All of the data below should be written out exactly.

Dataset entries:
- Opening Delimiter -

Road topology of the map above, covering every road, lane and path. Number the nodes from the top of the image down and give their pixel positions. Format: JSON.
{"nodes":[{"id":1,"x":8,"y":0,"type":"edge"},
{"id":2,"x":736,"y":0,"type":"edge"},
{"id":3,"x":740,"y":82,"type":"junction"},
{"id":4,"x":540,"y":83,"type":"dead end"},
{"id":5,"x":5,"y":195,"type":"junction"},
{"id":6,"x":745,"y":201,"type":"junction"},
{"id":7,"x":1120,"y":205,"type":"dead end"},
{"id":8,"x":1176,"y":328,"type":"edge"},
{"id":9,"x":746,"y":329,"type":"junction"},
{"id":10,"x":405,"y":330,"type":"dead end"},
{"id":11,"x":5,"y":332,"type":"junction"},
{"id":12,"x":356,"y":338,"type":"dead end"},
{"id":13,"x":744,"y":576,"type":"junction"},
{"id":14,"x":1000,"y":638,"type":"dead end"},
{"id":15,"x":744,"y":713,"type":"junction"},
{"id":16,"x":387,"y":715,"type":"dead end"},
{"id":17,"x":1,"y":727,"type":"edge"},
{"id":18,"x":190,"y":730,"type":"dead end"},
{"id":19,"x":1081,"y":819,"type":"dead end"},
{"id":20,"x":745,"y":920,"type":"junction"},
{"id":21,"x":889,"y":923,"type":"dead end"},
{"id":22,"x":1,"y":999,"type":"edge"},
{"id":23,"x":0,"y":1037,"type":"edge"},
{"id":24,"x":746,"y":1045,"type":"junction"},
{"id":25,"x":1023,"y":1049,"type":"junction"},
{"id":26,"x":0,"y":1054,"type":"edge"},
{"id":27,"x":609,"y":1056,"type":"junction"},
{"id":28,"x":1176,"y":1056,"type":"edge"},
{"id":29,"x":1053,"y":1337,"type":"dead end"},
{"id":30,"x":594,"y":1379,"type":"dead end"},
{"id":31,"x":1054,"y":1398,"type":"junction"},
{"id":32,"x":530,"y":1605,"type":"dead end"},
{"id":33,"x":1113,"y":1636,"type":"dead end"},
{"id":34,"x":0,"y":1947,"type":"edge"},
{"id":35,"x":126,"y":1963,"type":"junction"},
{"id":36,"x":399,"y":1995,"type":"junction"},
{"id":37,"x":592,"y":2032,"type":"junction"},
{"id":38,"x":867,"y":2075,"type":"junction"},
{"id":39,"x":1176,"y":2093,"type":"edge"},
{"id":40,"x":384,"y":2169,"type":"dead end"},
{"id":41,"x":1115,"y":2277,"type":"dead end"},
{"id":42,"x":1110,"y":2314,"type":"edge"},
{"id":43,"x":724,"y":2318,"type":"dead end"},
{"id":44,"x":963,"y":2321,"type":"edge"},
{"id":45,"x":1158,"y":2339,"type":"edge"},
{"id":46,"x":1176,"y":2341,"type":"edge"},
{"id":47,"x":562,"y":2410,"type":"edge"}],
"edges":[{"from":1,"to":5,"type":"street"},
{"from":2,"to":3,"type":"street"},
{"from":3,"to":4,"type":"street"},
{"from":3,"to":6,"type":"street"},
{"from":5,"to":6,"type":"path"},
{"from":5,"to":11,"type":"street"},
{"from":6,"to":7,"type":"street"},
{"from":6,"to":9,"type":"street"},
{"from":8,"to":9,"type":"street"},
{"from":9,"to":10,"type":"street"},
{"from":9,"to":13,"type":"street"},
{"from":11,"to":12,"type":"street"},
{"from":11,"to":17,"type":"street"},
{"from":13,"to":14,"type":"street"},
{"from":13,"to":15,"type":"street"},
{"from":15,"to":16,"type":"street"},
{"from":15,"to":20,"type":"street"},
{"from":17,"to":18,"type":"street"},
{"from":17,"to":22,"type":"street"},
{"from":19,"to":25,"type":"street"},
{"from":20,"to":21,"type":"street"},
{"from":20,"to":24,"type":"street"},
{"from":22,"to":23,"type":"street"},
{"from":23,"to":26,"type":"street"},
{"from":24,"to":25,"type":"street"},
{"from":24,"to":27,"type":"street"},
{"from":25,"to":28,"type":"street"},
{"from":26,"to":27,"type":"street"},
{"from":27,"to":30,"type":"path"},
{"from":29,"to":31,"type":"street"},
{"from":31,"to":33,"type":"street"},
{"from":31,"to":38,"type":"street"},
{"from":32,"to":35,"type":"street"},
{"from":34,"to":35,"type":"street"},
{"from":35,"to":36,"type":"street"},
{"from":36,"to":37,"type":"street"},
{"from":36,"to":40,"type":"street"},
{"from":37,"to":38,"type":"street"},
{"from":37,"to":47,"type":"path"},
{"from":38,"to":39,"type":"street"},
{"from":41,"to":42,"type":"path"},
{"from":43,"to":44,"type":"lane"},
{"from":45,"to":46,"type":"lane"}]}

- Closing Delimiter -

Worked solution »
Road topology of the map above, covering every road, lane and path. Number the nodes from the top of the image down and give their pixel positions. Format: JSON.
{"nodes":[{"id":1,"x":8,"y":0,"type":"edge"},
{"id":2,"x":736,"y":0,"type":"edge"},
{"id":3,"x":740,"y":82,"type":"junction"},
{"id":4,"x":540,"y":83,"type":"dead end"},
{"id":5,"x":5,"y":195,"type":"junction"},
{"id":6,"x":745,"y":201,"type":"junction"},
{"id":7,"x":1120,"y":205,"type":"dead end"},
{"id":8,"x":1176,"y":328,"type":"edge"},
{"id":9,"x":746,"y":329,"type":"junction"},
{"id":10,"x":405,"y":330,"type":"dead end"},
{"id":11,"x":5,"y":332,"type":"junction"},
{"id":12,"x":356,"y":338,"type":"dead end"},
{"id":13,"x":744,"y":576,"type":"junction"},
{"id":14,"x":1000,"y":638,"type":"dead end"},
{"id":15,"x":744,"y":713,"type":"junction"},
{"id":16,"x":387,"y":715,"type":"dead end"},
{"id":17,"x":1,"y":727,"type":"edge"},
{"id":18,"x":190,"y":730,"type":"dead end"},
{"id":19,"x":1081,"y":819,"type":"dead end"},
{"id":20,"x":745,"y":920,"type":"junction"},
{"id":21,"x":889,"y":923,"type":"dead end"},
{"id":22,"x":1,"y":999,"type":"edge"},
{"id":23,"x":0,"y":1037,"type":"edge"},
{"id":24,"x":746,"y":1045,"type":"junction"},
{"id":25,"x":1023,"y":1049,"type":"junction"},
{"id":26,"x":0,"y":1054,"type":"edge"},
{"id":27,"x":609,"y":1056,"type":"junction"},
{"id":28,"x":1176,"y":1056,"type":"edge"},
{"id":29,"x":1053,"y":1337,"type":"dead end"},
{"id":30,"x":594,"y":1379,"type":"dead end"},
{"id":31,"x":1054,"y":1398,"type":"junction"},
{"id":32,"x":530,"y":1605,"type":"dead end"},
{"id":33,"x":1113,"y":1636,"type":"dead end"},
{"id":34,"x":0,"y":1947,"type":"edge"},
{"id":35,"x":126,"y":1963,"type":"junction"},
{"id":36,"x":399,"y":1995,"type":"junction"},
{"id":37,"x":592,"y":2032,"type":"junction"},
{"id":38,"x":867,"y":2075,"type":"junction"},
{"id":39,"x":1176,"y":2093,"type":"edge"},
{"id":40,"x":384,"y":2169,"type":"dead end"},
{"id":41,"x":1115,"y":2277,"type":"dead end"},
{"id":42,"x":1110,"y":2314,"type":"edge"},
{"id":43,"x":724,"y":2318,"type":"dead end"},
{"id":44,"x":963,"y":2321,"type":"edge"},
{"id":45,"x":1158,"y":2339,"type":"edge"},
{"id":46,"x":1176,"y":2341,"type":"edge"},
{"id":47,"x":562,"y":2410,"type":"edge"}],
"edges":[{"from":1,"to":5,"type":"street"},
{"from":2,"to":3,"type":"street"},
{"from":3,"to":4,"type":"street"},
{"from":3,"to":6,"type":"street"},
{"from":5,"to":6,"type":"path"},
{"from":5,"to":11,"type":"street"},
{"from":6,"to":7,"type":"street"},
{"from":6,"to":9,"type":"street"},
{"from":8,"to":9,"type":"street"},
{"from":9,"to":10,"type":"street"},
{"from":9,"to":13,"type":"street"},
{"from":11,"to":12,"type":"street"},
{"from":11,"to":17,"type":"street"},
{"from":13,"to":14,"type":"street"},
{"from":13,"to":15,"type":"street"},
{"from":15,"to":16,"type":"street"},
{"from":15,"to":20,"type":"street"},
{"from":17,"to":18,"type":"street"},
{"from":17,"to":22,"type":"street"},
{"from":19,"to":25,"type":"street"},
{"from":20,"to":21,"type":"street"},
{"from":20,"to":24,"type":"street"},
{"from":22,"to":23,"type":"street"},
{"from":23,"to":26,"type":"street"},
{"from":24,"to":25,"type":"street"},
{"from":24,"to":27,"type":"street"},
{"from":25,"to":28,"type":"street"},
{"from":26,"to":27,"type":"street"},
{"from":27,"to":30,"type":"path"},
{"from":29,"to":31,"type":"street"},
{"from":31,"to":33,"type":"street"},
{"from":31,"to":38,"type":"street"},
{"from":32,"to":35,"type":"street"},
{"from":34,"to":35,"type":"street"},
{"from":35,"to":36,"type":"street"},
{"from":36,"to":37,"type":"street"},
{"from":36,"to":40,"type":"street"},
{"from":37,"to":38,"type":"street"},
{"from":37,"to":47,"type":"path"},
{"from":38,"to":39,"type":"street"},
{"from":41,"to":42,"type":"path"},
{"from":43,"to":44,"type":"lane"},
{"from":45,"to":46,"type":"lane"}]}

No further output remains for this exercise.